A Republican in Congress is probing the Biden administration's communications with an anti-Israel group that is known to promulgate anti-Semitic propaganda and whose leader celebrated Hamas's Oct. 7 terror attack on Israel, the Washington Free Beacon has learned.
Rep. Darrell Issa (R., Calif.), a member of the House Foreign Affairs and Judiciary Committees, opened a probe earlier this week into the White House's relationship with the Council on American-Islamic Relations (CAIR), asking the White House to turn over all internal correspondence with the group.
The Biden administration enlisted CAIR earlier this year as part of its efforts to combat anti-Semitism, an alliance that drew criticism from pro-Israel groups that say CAIR is one of the leading purveyors of anti-Israel agitprop. CAIR executive director Nihad Awad drew a firestorm of criticism last week after saying he "was happy to see" Hamas "break the siege" on Oct. 7, leading the White House to delete mentions of CAIR from its National Strategy to Combat Antisemitism.
Issa says the White House is engaged in "obvious attempts to both conceal the truth and erase it from public view" and is asking the Biden administration to turn over "any and all text messages, emails, and formal correspondence between all White House personnel and CAIR," according to a copy of the letter obtained by the Free Beacon. The lawmaker is also seeking "all visitor logs to the White House that include any official or affiliate of CAIR—as well as all White House staff who coordinated, approved, or met with—any official or affiliate of CAIR."

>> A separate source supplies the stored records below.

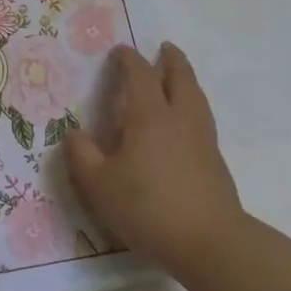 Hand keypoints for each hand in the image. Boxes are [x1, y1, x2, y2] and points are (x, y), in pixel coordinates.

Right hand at [63, 43, 248, 275]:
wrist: (209, 241)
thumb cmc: (148, 207)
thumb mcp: (99, 184)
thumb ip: (82, 155)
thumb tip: (75, 134)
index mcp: (150, 115)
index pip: (140, 75)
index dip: (128, 59)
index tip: (119, 51)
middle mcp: (180, 117)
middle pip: (180, 76)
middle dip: (170, 59)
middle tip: (164, 48)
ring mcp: (202, 138)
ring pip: (196, 96)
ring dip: (185, 79)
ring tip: (177, 77)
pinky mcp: (215, 160)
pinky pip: (202, 117)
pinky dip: (192, 104)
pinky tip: (184, 121) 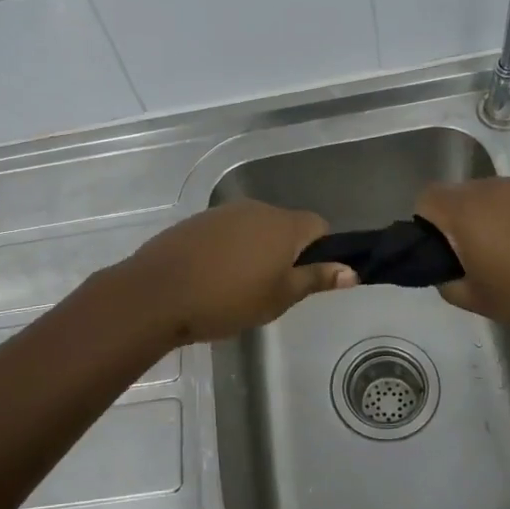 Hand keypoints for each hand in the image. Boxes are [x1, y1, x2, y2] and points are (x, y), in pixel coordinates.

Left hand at [113, 201, 356, 344]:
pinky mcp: (196, 221)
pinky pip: (226, 232)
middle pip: (285, 225)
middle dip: (285, 251)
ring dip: (255, 249)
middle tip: (273, 289)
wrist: (158, 293)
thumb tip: (351, 271)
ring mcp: (223, 212)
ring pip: (253, 227)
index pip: (318, 226)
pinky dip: (228, 249)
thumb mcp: (279, 297)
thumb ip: (316, 279)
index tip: (307, 278)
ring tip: (239, 286)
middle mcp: (256, 208)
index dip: (319, 250)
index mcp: (283, 225)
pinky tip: (212, 276)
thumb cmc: (227, 300)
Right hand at [416, 177, 509, 340]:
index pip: (426, 199)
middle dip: (456, 221)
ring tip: (509, 253)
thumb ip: (448, 283)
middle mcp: (491, 188)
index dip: (425, 224)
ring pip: (488, 195)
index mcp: (466, 211)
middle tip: (474, 258)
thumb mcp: (478, 301)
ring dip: (487, 217)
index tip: (442, 252)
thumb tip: (446, 271)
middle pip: (457, 194) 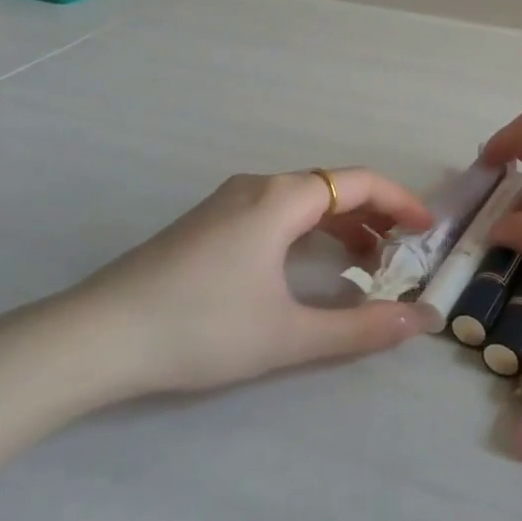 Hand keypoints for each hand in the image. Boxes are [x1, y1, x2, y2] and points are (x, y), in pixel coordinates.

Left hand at [68, 168, 435, 395]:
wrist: (94, 338)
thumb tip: (420, 322)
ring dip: (341, 225)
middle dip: (375, 215)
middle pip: (333, 186)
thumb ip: (360, 328)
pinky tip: (309, 267)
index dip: (401, 201)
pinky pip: (276, 212)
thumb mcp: (288, 335)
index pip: (359, 182)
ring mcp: (227, 202)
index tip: (427, 230)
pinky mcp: (207, 223)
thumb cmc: (200, 328)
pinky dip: (308, 231)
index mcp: (281, 199)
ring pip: (303, 200)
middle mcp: (257, 187)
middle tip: (402, 253)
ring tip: (365, 264)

The Biden administration has been under fire for its outreach to CAIR in light of the group's years-long dissemination of materials that watchdog groups, such as the Anti-Defamation League, characterize as "antisemitic and anti-Zionist." Watchdogs have also criticized the group for its leader's celebration of the Hamas attack on Israel.
"The people of Gaza only decided to break the siege, the walls of the concentration camp, on October 7," Awad said. "And yes, I was happy to see people breaking the siege and throwing down the shackles of their own land, and walk free into their land that they were not allowed to walk in. And yes, the people of Gaza have the right to self-defense, have the right to defend themselves, and yes, Israel, as an occupying power, does not have that right to self-defense."

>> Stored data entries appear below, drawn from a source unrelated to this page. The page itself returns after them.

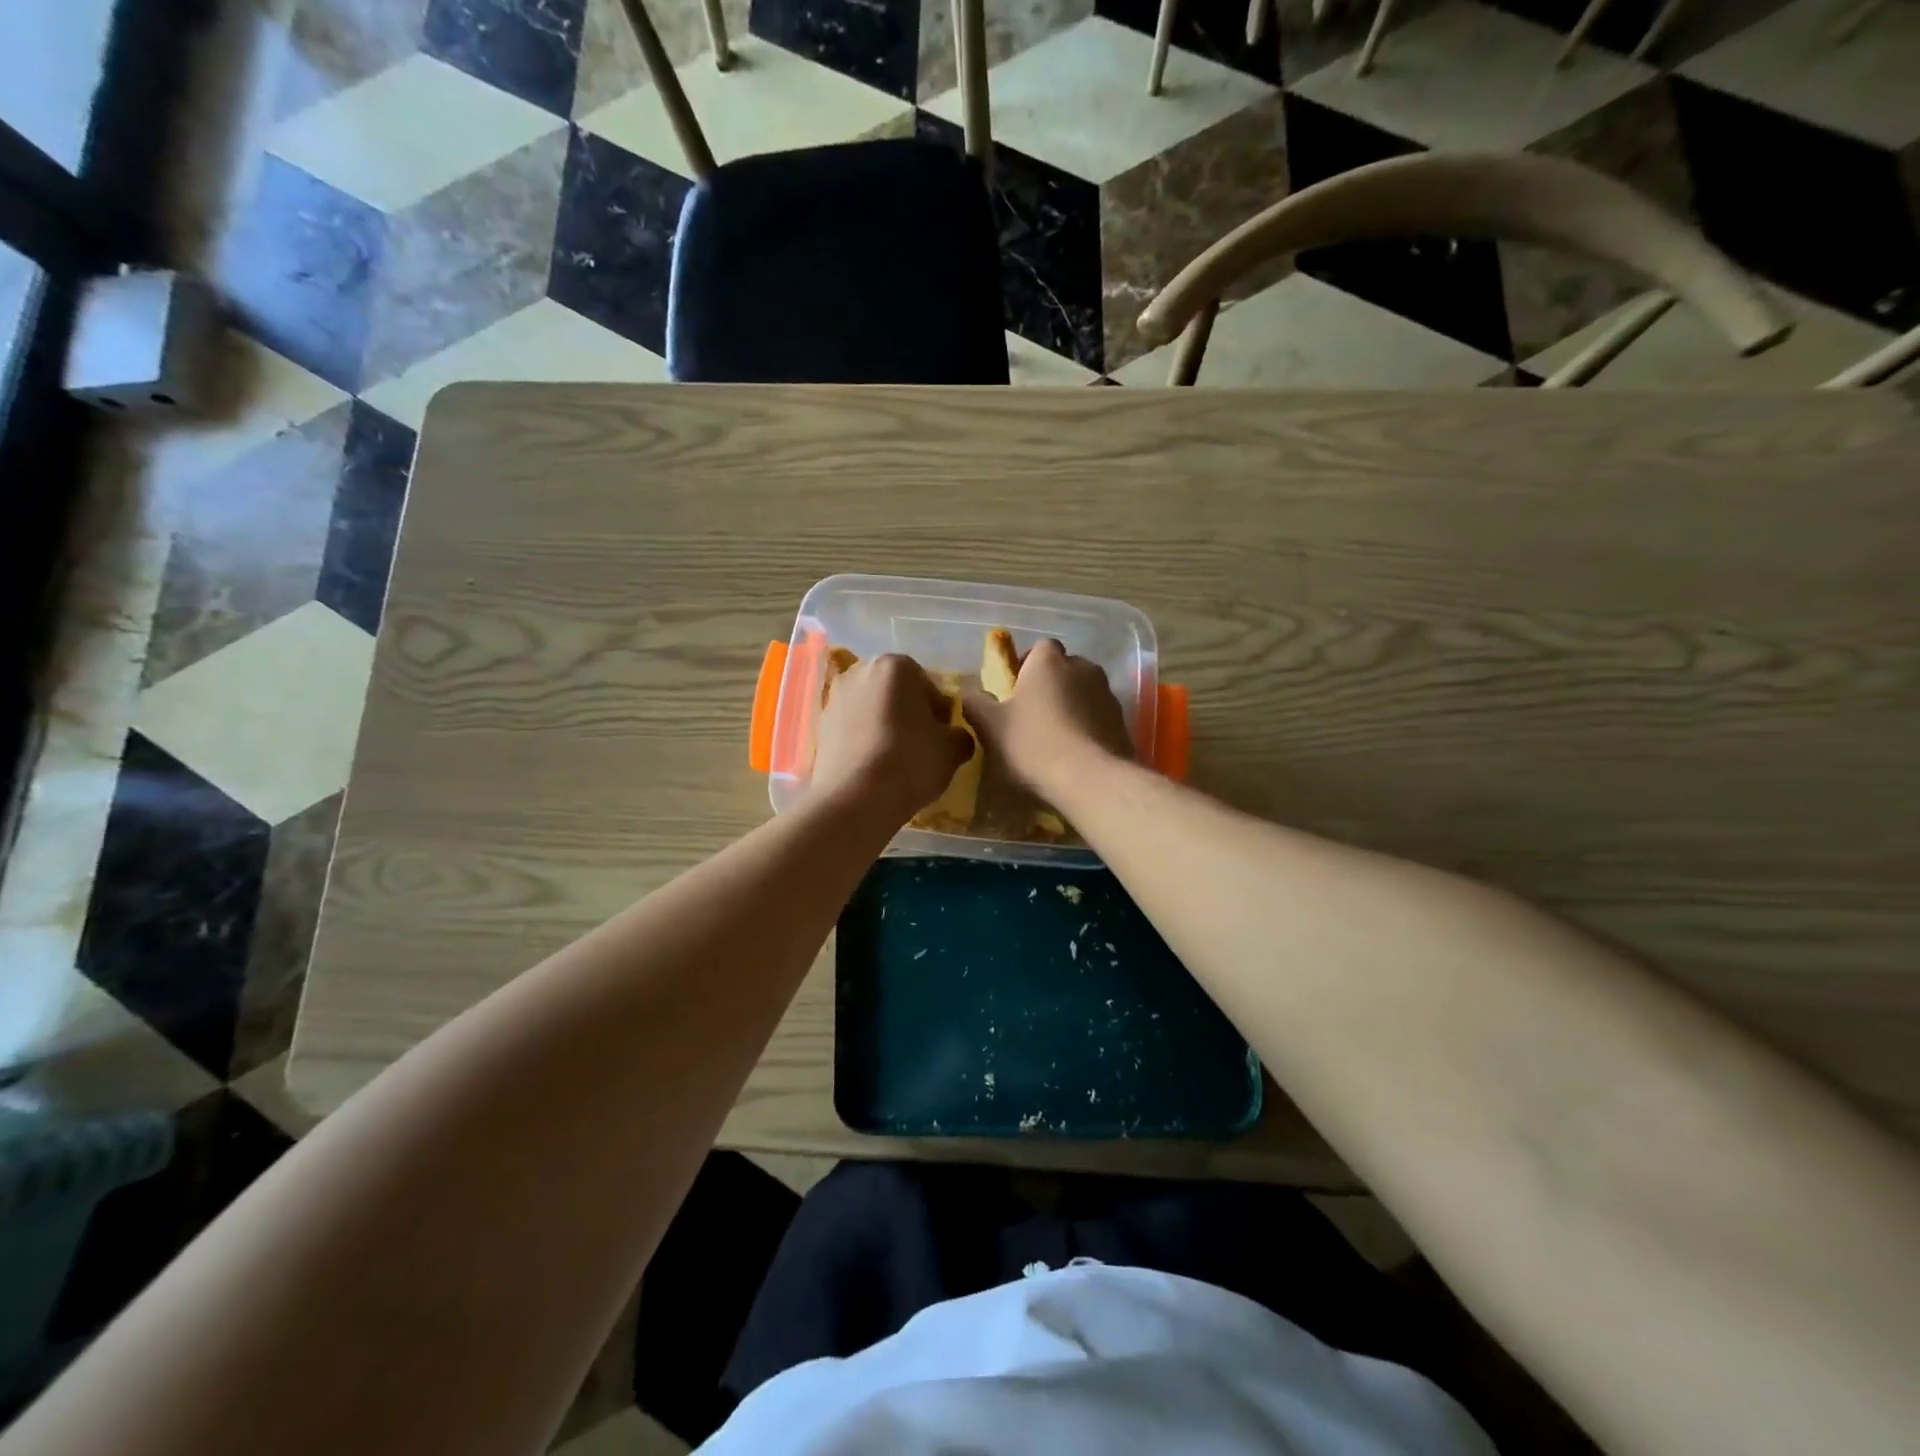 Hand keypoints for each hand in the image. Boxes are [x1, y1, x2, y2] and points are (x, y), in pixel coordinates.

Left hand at [813, 654, 974, 823]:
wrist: (856, 798)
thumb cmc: (911, 761)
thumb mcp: (952, 749)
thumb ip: (959, 735)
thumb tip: (954, 737)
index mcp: (895, 665)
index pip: (927, 684)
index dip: (939, 711)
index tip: (943, 735)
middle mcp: (859, 672)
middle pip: (895, 692)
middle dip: (908, 713)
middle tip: (922, 745)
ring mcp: (834, 698)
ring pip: (871, 709)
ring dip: (884, 726)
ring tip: (896, 758)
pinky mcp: (819, 726)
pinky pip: (852, 728)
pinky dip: (864, 740)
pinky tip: (874, 766)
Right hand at [964, 639, 1132, 796]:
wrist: (1090, 779)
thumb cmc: (1033, 744)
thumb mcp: (991, 726)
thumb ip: (976, 704)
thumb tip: (968, 693)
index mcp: (1049, 661)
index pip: (1038, 649)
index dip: (1026, 667)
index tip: (1014, 692)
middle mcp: (1083, 667)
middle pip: (1063, 669)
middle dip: (1050, 686)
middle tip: (1033, 716)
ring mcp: (1108, 694)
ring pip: (1084, 692)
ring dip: (1072, 706)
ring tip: (1056, 738)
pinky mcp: (1123, 721)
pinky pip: (1099, 716)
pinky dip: (1088, 727)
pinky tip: (1076, 753)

While the White House distanced itself from CAIR following Awad's remarks on the Hamas attack, calling them "shocking, antisemitic statements," Issa maintains the Biden administration must have known about the organization's long standing anti-Israel bent before deciding to ally with it.

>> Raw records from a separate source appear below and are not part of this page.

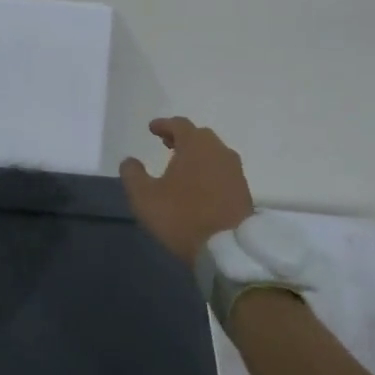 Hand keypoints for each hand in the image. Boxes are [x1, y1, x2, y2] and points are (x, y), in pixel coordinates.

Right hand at [119, 118, 253, 265]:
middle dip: (181, 137)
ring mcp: (235, 171)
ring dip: (197, 155)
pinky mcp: (244, 191)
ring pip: (214, 154)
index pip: (179, 124)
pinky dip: (209, 171)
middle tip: (167, 144)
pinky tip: (200, 185)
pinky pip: (223, 171)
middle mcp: (219, 151)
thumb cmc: (182, 217)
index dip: (164, 125)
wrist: (228, 250)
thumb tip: (129, 161)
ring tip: (182, 166)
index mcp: (195, 145)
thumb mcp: (144, 197)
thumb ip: (133, 174)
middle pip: (199, 136)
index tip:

"It is widely known that CAIR maintains close and continuous ties to the Muslim Brotherhood," Issa wrote. "Indeed, the Department of Justice in United States of America v. the Holy Land Foundation for Relief and Development—a case of a terror finance scheme that benefited Hamas—CAIR was named by our government as an unindicted co-conspirator."
The White House until last week prominently featured CAIR as a member of its coalition to fight anti-Semitism. A day after Awad's remarks, the White House deleted an online document about its efforts to combat anti-Semitism that included CAIR as a member organization. The document resurfaced a day later with references to CAIR removed, which Issa called "a craven attempt to whitewash history."
Issa is asking the White House to explain "what legal authority" it has "to edit public documents and represent them at a future date as the original material." Altering official government documents could run afoul of the Presidential Records Act, which requires that all official communications be retained in their original form.
"The White House may well be embarrassed by its past association with CAIR, but the remedy for this is to tell the truth, not erase it and hope no one notices," Issa wrote. "Yet that is exactly what the White House has sought to do."